MVP / definition of done, as I see it:

Determine some time at which to compress old commitlog segments. Possibly:
- Whenever a commitlog segment is filled and a new segment is started, compress the old segment. Don't worry about the snapshots.
- After taking a snapshot, compress all segments older than the one containing the snapshotted TX. Keep the segment(s) needed to replay from the most recent snapshot uncompressed.
When replaying from the commitlog, if a segment is compressed, decompress it in-memory. Do not store the uncompressed version to disk.
Benchmark to ensure that replaying from the most recent snapshot is not catastrophically slower. We do not care if replaying older snapshots is slow. We also can afford a small regression even on the most recent snapshot.
Test to ensure that replaying from an older snapshot, or no snapshot at all, is still possible, even if it is slow.

Nov 20 '24 19:11 gefjon

Test that traversing a compressed segment from an offset that is not the start of the segment is not catastrophically slower (e.g. by having to decompress and traverse from the start of the segment, instead of seeking using the offset index).

Nov 21 '24 06:11 kim

Test that traversing a compressed segment from an offset that is not the start of the segment is not catastrophically slower (e.g. by having to decompress and traverse from the start of the segment, instead of seeking using the offset index).
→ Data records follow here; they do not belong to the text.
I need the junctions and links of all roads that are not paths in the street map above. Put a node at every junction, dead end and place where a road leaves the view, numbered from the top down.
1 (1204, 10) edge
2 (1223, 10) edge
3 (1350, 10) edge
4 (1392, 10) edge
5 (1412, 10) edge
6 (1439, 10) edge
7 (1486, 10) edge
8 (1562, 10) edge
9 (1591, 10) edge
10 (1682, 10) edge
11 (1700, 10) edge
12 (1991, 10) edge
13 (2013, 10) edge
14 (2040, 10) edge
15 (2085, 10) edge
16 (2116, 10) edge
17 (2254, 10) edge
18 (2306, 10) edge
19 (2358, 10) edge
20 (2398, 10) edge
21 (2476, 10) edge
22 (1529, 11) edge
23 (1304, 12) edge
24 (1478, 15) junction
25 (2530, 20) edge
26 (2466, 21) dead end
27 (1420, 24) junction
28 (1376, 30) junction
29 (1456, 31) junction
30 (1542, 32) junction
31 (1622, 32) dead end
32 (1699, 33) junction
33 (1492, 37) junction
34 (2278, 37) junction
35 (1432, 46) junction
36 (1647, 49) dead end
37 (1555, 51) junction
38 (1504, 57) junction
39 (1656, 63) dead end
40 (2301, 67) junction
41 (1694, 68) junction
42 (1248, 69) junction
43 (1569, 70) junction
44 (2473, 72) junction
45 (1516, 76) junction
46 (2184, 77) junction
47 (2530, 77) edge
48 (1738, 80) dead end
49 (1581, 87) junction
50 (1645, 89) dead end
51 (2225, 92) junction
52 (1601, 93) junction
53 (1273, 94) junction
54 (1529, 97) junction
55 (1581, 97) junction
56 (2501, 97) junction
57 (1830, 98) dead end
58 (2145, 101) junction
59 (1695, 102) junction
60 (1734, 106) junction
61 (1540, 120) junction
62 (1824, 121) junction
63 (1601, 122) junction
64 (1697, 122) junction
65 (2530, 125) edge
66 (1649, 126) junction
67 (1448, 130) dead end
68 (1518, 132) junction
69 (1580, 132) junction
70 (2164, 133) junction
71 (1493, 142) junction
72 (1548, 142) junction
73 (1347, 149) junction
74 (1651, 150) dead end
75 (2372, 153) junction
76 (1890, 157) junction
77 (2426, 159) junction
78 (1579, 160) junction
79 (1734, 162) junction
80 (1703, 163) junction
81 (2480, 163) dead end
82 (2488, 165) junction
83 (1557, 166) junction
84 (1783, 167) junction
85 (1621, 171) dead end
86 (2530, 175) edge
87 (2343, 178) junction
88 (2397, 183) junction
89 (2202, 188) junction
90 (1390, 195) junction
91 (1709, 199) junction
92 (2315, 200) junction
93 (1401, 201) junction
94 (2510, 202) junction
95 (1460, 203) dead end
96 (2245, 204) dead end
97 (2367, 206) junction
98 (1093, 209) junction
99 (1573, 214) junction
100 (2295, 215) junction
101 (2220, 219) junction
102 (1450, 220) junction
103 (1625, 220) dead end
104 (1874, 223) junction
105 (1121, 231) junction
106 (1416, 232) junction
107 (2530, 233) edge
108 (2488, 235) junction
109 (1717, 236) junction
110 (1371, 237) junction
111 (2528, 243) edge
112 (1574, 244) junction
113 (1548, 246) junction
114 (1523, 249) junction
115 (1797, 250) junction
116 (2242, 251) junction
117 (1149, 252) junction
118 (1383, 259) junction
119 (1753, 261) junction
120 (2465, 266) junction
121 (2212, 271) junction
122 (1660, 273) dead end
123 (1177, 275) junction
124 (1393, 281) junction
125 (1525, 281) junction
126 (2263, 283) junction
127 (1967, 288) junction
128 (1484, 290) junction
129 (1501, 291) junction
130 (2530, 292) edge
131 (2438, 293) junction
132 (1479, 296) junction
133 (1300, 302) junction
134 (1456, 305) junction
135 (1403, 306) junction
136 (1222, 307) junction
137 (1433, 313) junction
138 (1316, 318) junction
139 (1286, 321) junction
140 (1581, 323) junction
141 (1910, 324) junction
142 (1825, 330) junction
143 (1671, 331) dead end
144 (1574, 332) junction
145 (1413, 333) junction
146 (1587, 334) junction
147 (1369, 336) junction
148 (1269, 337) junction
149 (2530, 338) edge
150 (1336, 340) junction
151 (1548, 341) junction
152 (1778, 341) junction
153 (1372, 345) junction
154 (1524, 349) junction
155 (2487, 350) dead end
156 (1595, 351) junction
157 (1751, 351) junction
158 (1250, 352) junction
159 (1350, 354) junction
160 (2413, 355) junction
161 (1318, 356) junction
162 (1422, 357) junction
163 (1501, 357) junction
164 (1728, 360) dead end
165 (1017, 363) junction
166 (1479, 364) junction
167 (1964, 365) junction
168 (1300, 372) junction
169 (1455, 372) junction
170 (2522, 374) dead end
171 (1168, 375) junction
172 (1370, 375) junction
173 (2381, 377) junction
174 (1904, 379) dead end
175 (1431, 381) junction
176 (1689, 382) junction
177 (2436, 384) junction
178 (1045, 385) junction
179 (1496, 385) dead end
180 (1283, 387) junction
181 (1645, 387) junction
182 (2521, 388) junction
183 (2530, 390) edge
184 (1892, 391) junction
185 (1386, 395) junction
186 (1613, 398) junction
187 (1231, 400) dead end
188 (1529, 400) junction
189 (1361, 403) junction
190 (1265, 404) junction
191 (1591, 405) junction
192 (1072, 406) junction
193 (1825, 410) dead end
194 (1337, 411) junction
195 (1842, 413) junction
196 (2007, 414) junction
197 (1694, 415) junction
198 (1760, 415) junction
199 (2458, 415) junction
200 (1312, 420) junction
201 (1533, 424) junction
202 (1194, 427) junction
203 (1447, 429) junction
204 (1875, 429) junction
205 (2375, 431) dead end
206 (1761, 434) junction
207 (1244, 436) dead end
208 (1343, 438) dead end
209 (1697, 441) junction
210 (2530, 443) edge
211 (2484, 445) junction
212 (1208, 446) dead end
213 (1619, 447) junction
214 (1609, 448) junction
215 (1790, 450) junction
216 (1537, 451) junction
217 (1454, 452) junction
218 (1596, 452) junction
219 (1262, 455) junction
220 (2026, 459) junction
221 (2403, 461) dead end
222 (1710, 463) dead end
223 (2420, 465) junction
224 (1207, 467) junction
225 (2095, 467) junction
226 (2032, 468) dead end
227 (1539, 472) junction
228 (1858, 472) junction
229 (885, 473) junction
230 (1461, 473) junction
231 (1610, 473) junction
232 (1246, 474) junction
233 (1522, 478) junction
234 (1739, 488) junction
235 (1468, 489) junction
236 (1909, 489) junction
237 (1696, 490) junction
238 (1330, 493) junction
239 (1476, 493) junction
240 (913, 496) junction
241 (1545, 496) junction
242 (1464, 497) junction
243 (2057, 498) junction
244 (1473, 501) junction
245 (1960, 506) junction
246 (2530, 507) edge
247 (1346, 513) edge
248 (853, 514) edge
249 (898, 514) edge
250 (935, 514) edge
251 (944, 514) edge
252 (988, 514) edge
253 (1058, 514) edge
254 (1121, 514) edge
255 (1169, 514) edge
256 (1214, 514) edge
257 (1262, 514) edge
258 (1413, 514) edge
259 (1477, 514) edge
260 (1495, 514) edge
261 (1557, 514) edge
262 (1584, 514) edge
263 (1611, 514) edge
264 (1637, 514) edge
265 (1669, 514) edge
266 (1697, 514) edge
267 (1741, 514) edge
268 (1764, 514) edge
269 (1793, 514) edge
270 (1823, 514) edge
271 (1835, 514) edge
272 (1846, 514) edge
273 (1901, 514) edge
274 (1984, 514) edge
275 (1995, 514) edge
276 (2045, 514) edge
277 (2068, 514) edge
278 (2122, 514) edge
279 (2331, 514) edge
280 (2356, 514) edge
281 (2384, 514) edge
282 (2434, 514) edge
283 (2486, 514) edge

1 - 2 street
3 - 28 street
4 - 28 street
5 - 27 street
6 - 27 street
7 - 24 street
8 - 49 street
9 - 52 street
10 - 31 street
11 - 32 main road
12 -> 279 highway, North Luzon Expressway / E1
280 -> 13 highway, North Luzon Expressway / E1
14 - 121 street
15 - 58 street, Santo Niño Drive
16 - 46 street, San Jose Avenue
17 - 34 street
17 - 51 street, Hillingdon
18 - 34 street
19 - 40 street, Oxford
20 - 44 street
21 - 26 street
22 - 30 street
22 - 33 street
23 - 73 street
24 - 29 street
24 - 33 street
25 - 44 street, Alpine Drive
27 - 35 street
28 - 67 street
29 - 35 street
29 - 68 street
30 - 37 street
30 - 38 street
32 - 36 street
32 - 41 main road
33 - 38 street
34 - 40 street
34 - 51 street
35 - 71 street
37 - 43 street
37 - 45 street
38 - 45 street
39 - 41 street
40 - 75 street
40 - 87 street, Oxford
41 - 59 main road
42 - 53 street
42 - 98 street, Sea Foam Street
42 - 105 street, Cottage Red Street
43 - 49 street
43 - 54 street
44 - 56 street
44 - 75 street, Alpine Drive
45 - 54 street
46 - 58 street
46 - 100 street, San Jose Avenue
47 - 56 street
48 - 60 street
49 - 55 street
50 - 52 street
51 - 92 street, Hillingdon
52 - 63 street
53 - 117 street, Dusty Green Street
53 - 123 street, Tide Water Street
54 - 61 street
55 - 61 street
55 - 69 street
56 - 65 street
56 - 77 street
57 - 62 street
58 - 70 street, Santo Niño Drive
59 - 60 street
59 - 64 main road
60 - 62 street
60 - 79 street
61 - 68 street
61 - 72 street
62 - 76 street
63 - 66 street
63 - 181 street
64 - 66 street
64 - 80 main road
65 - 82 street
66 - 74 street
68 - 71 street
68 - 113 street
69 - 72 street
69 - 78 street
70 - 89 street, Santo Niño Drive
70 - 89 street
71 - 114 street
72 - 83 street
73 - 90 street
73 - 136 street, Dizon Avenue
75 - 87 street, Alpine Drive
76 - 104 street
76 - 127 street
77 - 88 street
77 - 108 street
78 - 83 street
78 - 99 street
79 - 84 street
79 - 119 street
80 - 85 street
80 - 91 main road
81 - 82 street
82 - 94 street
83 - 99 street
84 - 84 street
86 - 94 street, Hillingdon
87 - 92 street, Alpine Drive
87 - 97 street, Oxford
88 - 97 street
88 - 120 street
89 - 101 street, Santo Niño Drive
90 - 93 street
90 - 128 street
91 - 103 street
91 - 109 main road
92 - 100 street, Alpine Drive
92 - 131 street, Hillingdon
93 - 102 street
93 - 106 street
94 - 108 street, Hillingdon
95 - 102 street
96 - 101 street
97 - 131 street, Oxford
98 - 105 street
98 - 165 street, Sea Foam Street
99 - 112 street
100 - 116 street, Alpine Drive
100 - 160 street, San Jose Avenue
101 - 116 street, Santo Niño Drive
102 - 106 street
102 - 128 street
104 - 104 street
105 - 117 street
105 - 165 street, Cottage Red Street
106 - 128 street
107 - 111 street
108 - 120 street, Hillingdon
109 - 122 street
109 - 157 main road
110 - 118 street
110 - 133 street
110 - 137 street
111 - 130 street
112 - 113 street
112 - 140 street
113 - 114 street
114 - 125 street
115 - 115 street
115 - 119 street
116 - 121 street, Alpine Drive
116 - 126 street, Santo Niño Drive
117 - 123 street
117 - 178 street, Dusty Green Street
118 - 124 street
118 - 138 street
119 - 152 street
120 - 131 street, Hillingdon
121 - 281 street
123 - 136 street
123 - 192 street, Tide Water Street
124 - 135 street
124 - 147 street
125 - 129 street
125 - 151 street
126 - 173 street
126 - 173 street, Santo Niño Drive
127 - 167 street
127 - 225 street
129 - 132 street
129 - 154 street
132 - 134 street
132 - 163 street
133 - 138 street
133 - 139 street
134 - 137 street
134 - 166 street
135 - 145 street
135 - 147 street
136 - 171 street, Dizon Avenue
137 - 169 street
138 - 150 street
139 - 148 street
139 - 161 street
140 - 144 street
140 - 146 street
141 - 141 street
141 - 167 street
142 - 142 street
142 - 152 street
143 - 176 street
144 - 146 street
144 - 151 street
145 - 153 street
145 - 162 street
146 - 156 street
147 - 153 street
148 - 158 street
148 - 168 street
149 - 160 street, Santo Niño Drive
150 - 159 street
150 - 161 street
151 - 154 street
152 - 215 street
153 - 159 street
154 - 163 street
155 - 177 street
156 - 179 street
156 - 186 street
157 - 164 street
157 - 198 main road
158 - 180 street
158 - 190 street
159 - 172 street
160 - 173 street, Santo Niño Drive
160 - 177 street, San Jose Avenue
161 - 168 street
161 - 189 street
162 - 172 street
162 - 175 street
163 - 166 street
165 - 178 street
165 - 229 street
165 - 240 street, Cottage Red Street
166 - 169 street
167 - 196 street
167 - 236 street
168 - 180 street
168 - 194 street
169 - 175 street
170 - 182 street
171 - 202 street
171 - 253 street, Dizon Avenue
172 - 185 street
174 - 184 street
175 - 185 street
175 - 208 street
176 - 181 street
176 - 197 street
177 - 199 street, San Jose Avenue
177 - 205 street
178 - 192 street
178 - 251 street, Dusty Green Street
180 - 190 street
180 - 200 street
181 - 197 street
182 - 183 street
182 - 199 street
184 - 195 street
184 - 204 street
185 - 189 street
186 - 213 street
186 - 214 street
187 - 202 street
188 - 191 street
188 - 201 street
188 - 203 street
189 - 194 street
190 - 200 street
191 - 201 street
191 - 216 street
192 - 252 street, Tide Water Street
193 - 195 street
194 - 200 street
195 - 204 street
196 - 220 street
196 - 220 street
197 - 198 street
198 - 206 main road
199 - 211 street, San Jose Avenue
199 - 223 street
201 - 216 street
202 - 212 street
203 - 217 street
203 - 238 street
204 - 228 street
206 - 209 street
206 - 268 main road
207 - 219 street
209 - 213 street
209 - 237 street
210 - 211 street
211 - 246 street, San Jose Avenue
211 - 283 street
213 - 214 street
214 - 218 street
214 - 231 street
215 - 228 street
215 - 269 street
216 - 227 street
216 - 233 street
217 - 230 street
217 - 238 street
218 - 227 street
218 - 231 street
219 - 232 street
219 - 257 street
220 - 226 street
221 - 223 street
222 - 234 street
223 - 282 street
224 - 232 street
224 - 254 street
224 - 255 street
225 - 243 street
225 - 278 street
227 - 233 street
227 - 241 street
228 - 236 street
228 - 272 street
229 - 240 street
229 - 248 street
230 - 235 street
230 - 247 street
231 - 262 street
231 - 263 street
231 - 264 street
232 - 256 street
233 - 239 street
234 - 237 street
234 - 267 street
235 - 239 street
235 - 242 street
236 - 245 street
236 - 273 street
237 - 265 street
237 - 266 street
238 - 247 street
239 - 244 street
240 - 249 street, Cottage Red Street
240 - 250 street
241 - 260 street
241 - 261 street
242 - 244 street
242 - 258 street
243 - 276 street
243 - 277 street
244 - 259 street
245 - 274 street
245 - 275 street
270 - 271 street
I contend that we don't actually care, as long as replaying from the most recent snapshot is still fast. I am not aware of any other performance-constrained case in which we traverse commitlog segments.

Nov 21 '24 14:11 gefjon

@gefjon replication will need to be able to randomly seek in segments, at least back to the latest snapshot.

Nov 21 '24 17:11 kim

at least back to the latest snapshot.

Ack. This is a significantly weaker constraint than the one you wrote originally. E.g. I believe we would accept a solution where replaying from or seeking within a compressed segment was slow, but where the segment(s) after the most recent snapshot were kept uncompressed and were therefore fast.

Nov 21 '24 17:11 gefjon

Left the server running overnight at 60Hz (scheduled_at = new ScheduleAt.Interval(TimeSpan.FromTicks(TimeSpan.TicksPerSecond / 60))) with a single object with two components. Before:

$ select * from transforms
 id   | gameObjectId | pos                              | sequenceNumber 
------+--------------+----------------------------------+----------------
 4136 | 4136         | (x = -119.70513, y = -324.86374) | 401

$ select * from rigidbodies
 id   | gameObjectId | velocity                          | acceleration   | mass | sequenceNumber 
------+--------------+-----------------------------------+----------------+------+----------------
 4136 | 4136         | (x = -3.4114923, y = -0.13953304) | (x = 0, y = 0) | 10   | 401

After:

$ select * from transforms
 id   | gameObjectId | pos                             | sequenceNumber 
------+--------------+---------------------------------+----------------
 4136 | 4136         | (x = -64775.79, y = -2972.1108) | 401

And I was impressed by the stability, seems to work perfectly fine still, but as I noticed these messages:

2025-03-15T12:04:41.754998Z  INFO crates/core/src/db/datastore/locking_tx_datastore/datastore.rs:263: Capturing snapshot of database Identity(xxx) at TX offset 4000000    
2025-03-15T12:04:41.760369Z  INFO /home/ubuntu/actions-runner-linux-x64-2.309.0/_work/SpacetimeDB/SpacetimeDB/crates/snapshot/src/lib.rs:561: [xxx] SNAPSHOT 00000000000004000000: Hardlinked 9 objects and wrote 9 objects

...it made me wonder about the disk usage. And oh boy, how is it possible that the data required for a single row in a couple of tables can lead to this? I was expecting to see kilobytes at max, maybe bytes as I have no heavy indexing in use yet either.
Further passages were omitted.